Kian Katanforoosh I grew up in France, my family's from Iran, and I studied engineering back there. Then I went for grad school to Stanford where I originally worked with a professor of cryptography. I moved to AI to work under Andrew Ng. 

BP All right, so let's transition over a little. You are an academic, but you're also in business at Workera, and the idea there is that a company comes to you and they say, “I want to identify what skills my employees have, if their competency is up to the level we need for this project, or if they need to head in a new direction or are missing certain key skills, then we can work with them to acquire those.” So what skills are you seeing being really sought after in the marketplace, in areas of opportunity for folks who are listening, where if they have those skills or they're looking to upskill, this is where they should invest? As folks at large organizations are thinking about moving into the future, what are they hoping their employees have? And if they don't, what are they trying to upskill them in? 

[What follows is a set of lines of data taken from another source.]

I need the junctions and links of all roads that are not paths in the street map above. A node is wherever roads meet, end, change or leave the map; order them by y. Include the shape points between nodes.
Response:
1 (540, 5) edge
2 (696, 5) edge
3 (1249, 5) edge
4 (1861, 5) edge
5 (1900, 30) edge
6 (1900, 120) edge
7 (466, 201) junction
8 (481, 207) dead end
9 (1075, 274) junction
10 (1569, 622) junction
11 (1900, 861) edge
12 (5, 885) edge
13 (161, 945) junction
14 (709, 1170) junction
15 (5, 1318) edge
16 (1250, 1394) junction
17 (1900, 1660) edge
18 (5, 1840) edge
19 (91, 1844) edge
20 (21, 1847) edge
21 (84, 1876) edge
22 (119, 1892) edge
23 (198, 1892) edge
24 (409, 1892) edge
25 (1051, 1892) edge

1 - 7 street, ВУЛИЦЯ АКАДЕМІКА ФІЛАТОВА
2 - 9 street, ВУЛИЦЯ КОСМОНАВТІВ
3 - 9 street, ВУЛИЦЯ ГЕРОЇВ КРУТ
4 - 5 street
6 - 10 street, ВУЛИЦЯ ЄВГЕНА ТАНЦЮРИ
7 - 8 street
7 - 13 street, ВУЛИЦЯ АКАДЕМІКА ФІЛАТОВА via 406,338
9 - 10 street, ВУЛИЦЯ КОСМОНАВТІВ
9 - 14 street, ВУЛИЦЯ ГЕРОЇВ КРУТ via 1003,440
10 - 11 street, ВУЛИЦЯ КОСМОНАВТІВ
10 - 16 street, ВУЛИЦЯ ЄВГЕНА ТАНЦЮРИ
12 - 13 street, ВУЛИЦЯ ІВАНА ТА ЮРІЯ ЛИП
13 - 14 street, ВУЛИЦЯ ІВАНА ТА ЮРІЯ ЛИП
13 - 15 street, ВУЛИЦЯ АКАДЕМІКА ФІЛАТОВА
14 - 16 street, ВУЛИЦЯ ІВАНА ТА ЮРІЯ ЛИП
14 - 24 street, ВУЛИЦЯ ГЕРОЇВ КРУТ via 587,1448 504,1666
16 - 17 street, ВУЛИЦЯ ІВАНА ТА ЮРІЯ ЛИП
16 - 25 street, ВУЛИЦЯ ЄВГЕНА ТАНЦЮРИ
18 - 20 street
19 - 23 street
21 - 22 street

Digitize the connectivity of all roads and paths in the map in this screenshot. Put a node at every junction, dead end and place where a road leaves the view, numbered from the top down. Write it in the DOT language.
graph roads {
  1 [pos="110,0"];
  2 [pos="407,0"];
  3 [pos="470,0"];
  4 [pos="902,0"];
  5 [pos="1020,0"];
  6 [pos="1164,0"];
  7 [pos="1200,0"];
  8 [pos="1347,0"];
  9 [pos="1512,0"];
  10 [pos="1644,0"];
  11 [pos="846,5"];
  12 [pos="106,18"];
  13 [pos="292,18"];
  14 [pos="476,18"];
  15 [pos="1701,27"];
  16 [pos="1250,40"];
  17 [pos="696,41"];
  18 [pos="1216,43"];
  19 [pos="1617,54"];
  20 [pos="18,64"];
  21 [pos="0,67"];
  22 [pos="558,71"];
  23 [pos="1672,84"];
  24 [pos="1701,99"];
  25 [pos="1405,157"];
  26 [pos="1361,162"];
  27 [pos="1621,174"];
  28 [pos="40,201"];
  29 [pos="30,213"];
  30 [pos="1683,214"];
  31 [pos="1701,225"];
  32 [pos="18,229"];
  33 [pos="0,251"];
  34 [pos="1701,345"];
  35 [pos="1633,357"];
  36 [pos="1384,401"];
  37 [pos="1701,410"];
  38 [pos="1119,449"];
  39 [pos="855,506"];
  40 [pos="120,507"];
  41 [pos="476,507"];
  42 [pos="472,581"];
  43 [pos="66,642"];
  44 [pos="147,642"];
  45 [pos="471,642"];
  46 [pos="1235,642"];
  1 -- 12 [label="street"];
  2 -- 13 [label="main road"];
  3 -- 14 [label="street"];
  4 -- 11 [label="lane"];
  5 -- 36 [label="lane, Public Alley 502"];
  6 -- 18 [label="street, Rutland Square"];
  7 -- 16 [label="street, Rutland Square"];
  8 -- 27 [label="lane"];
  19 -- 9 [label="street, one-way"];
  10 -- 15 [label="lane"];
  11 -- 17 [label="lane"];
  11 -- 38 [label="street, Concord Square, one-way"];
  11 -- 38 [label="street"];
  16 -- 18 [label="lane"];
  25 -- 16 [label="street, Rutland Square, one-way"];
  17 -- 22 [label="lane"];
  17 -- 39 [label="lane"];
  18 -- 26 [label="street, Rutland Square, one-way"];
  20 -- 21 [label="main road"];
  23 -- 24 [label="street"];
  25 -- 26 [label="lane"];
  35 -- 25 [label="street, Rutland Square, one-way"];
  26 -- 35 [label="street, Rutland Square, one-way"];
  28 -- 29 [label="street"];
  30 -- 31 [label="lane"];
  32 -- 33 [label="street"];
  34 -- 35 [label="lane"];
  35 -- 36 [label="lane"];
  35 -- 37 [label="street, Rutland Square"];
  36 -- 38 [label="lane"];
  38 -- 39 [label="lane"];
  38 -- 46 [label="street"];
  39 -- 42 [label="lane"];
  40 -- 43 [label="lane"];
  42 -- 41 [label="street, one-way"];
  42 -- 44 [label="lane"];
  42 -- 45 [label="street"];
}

K Katanforoosh Well, last year was expectedly an explosion of generative AI content. Responsible AI has become a mainstream topic in the enterprise as well, so we have a suite of measurements in responsible AI. Other domains that were called out often were working with different data modalities– so language, vision, speech, etc. Initially we've seen teams that are responsible for language, teams that are responsible for vision, teams that are responsible for speech, but it's becoming a little bit more blended where there is intentional upskilling across data modalities. On top of that, I think there is a huge emphasis on data security and privacy, so there is a ton of assessments that have been used for semi-technical people to deeply learn data governance, data privacy, responsible AI, and then data literacy. I would say to a certain extent, the fact that AI is boosting productivity pushes leaders to help their entire workforce learn AI, while if you compare that to 2015 when we started teaching some of these classes in 2017, it was very much center of excellence driven. It was, “You are an engineer– you learn AI; you're not an engineer– you probably don't need to learn AI.” 

BP Right. How do you prepare yourself and your team at your company, and what do you try to do as you're guiding students who are going to be entering the workforce with some of these skills?

K Katanforoosh What is worrisome is– do you know this metric called ‘the half-life of skills?’ 

BP No.

K Katanforoosh It's a metric that the World Economic Forum reports and it measures how long a skill is useful in your career on average. 

BP Ah, gotcha. Yes.

K Katanforoosh And so 40 years ago, you may have used the same skill for 10 years, 20 years without changing it, and it's the same. Now we're hitting rock bottom in terms of half-life of skills. So in digital areas like AI, it's probably around two years, and that probably will keep decreasing to a level where it's going to be scary how fast we'll have to learn, and learning velocities are going to be very important both personally for people. And so what worries me is that the world of education is not set up for that. What universities are teaching today is not set up for what workforces are sustaining. So at some point it's going to break, but we’ll need to make sure that the education system is set up properly for an age where skills are just ephemeral. A lot of skills are perishable. There is probably more fear– that's my prediction– than what's going to happen in the cognitive roles, because if you think about AI as something that just raises up the stack, we started with the Assembly language, C, C++, you go up the stack. When React JS came out, actually it was much easier to be a front end engineer if you think about it, but the fact is that there were more front end engineering jobs after than before. And so I still imagine that as natural language becomes the new top of the stack, there will still be more problem-solving, engineering, science jobs in that area. Maybe they'll differ, but there will be many, many.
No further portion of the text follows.